### [To do]
Where the listing below reaches the line containing "Build a routing", start writing out lines exactly, and stop once the line containing "Trace the roads" has been written.

-*-*-

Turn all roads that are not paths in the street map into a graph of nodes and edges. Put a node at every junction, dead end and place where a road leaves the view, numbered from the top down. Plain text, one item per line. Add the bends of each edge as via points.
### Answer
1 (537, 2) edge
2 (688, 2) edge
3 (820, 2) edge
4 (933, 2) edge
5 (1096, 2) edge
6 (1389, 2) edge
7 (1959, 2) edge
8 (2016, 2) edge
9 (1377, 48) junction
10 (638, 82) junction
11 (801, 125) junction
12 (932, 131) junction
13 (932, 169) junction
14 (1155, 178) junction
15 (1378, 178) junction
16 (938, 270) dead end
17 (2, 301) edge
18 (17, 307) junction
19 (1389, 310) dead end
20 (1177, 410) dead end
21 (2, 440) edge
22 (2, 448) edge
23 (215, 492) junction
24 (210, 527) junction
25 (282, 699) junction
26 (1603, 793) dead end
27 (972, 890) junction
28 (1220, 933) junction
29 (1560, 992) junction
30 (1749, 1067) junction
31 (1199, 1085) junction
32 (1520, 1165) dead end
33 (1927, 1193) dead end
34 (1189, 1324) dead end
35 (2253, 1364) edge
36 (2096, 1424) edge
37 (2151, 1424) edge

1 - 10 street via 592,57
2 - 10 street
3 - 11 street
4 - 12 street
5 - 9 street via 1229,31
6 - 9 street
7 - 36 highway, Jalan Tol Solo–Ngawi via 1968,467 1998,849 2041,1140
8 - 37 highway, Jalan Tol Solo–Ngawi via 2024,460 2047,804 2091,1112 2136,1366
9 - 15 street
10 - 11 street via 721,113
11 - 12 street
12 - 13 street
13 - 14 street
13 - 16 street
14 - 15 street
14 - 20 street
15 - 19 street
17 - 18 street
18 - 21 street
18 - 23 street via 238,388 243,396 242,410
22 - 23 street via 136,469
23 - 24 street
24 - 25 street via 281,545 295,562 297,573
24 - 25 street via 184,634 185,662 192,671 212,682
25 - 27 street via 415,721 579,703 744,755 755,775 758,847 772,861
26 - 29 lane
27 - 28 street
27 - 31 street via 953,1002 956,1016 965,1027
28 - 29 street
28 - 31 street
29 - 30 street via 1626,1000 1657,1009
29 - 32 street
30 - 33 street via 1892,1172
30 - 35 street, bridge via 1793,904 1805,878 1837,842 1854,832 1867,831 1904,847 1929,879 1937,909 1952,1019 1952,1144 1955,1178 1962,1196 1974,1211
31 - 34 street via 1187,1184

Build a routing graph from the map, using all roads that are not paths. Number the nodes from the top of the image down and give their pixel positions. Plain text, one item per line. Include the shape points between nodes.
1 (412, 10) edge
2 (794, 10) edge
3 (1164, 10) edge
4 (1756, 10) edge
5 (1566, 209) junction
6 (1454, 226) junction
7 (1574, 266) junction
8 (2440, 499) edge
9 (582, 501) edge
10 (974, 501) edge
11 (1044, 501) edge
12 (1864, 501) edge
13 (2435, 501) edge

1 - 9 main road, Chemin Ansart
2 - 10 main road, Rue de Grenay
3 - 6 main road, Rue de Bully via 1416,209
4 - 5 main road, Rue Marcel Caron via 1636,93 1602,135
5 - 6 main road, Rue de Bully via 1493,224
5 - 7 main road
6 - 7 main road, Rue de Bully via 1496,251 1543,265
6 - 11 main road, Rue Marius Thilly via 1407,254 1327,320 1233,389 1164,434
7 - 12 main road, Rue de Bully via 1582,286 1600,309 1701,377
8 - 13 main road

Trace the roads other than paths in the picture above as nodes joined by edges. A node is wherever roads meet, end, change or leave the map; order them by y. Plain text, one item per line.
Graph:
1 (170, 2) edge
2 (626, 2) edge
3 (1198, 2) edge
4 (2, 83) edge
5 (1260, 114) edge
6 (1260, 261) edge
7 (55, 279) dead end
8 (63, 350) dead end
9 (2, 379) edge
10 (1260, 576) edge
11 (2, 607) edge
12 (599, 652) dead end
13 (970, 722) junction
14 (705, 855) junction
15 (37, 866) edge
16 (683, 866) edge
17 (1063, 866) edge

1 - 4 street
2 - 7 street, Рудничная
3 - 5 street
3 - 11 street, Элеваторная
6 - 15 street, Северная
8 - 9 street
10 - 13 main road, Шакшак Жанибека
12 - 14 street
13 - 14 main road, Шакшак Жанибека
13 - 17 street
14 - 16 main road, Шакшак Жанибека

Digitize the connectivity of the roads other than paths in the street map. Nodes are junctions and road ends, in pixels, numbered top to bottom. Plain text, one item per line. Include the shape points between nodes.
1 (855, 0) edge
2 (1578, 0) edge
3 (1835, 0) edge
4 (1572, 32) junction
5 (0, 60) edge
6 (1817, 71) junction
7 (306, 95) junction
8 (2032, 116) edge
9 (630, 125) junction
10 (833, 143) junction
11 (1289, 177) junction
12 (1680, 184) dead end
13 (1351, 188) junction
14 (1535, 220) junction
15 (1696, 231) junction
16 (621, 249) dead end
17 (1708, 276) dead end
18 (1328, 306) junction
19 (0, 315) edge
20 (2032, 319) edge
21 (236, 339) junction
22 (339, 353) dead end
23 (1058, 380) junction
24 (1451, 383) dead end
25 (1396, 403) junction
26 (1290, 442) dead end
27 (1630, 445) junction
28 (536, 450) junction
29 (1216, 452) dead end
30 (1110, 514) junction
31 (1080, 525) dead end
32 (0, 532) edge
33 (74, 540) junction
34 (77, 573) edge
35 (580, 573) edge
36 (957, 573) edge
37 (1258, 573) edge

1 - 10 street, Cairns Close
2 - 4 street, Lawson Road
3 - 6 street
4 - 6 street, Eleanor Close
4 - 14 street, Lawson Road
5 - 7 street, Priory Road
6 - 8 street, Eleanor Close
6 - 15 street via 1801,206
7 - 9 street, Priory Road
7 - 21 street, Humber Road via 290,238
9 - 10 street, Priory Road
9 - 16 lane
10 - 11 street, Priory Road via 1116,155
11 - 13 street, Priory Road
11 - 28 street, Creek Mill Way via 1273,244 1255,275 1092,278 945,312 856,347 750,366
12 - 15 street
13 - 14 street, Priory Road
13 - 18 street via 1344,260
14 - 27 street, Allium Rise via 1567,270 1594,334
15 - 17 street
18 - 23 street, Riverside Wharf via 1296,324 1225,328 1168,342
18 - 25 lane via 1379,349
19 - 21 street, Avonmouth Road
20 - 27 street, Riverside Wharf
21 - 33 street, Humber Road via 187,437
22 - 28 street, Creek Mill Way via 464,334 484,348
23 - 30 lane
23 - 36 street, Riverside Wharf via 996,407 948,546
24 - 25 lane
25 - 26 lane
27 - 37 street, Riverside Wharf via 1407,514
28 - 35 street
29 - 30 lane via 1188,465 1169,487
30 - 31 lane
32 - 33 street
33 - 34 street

-*-*-

### [The answer]
Build a routing graph from the map, using all roads that are not paths. Number the nodes from the top of the image down and give their pixel positions. Plain text, one item per line. Include the shape points between nodes.
1 (412, 10) edge
2 (794, 10) edge
3 (1164, 10) edge
4 (1756, 10) edge
5 (1566, 209) junction
6 (1454, 226) junction
7 (1574, 266) junction
8 (2440, 499) edge
9 (582, 501) edge
10 (974, 501) edge
11 (1044, 501) edge
12 (1864, 501) edge
13 (2435, 501) edge

1 - 9 main road, Chemin Ansart
2 - 10 main road, Rue de Grenay
3 - 6 main road, Rue de Bully via 1416,209
4 - 5 main road, Rue Marcel Caron via 1636,93 1602,135
5 - 6 main road, Rue de Bully via 1493,224
5 - 7 main road
6 - 7 main road, Rue de Bully via 1496,251 1543,265
6 - 11 main road, Rue Marius Thilly via 1407,254 1327,320 1233,389 1164,434
7 - 12 main road, Rue de Bully via 1582,286 1600,309 1701,377
8 - 13 main road

Trace the roads other than paths in the picture above as nodes joined by edges. A node is wherever roads meet, end, change or leave the map; order them by y. Plain text, one item per line.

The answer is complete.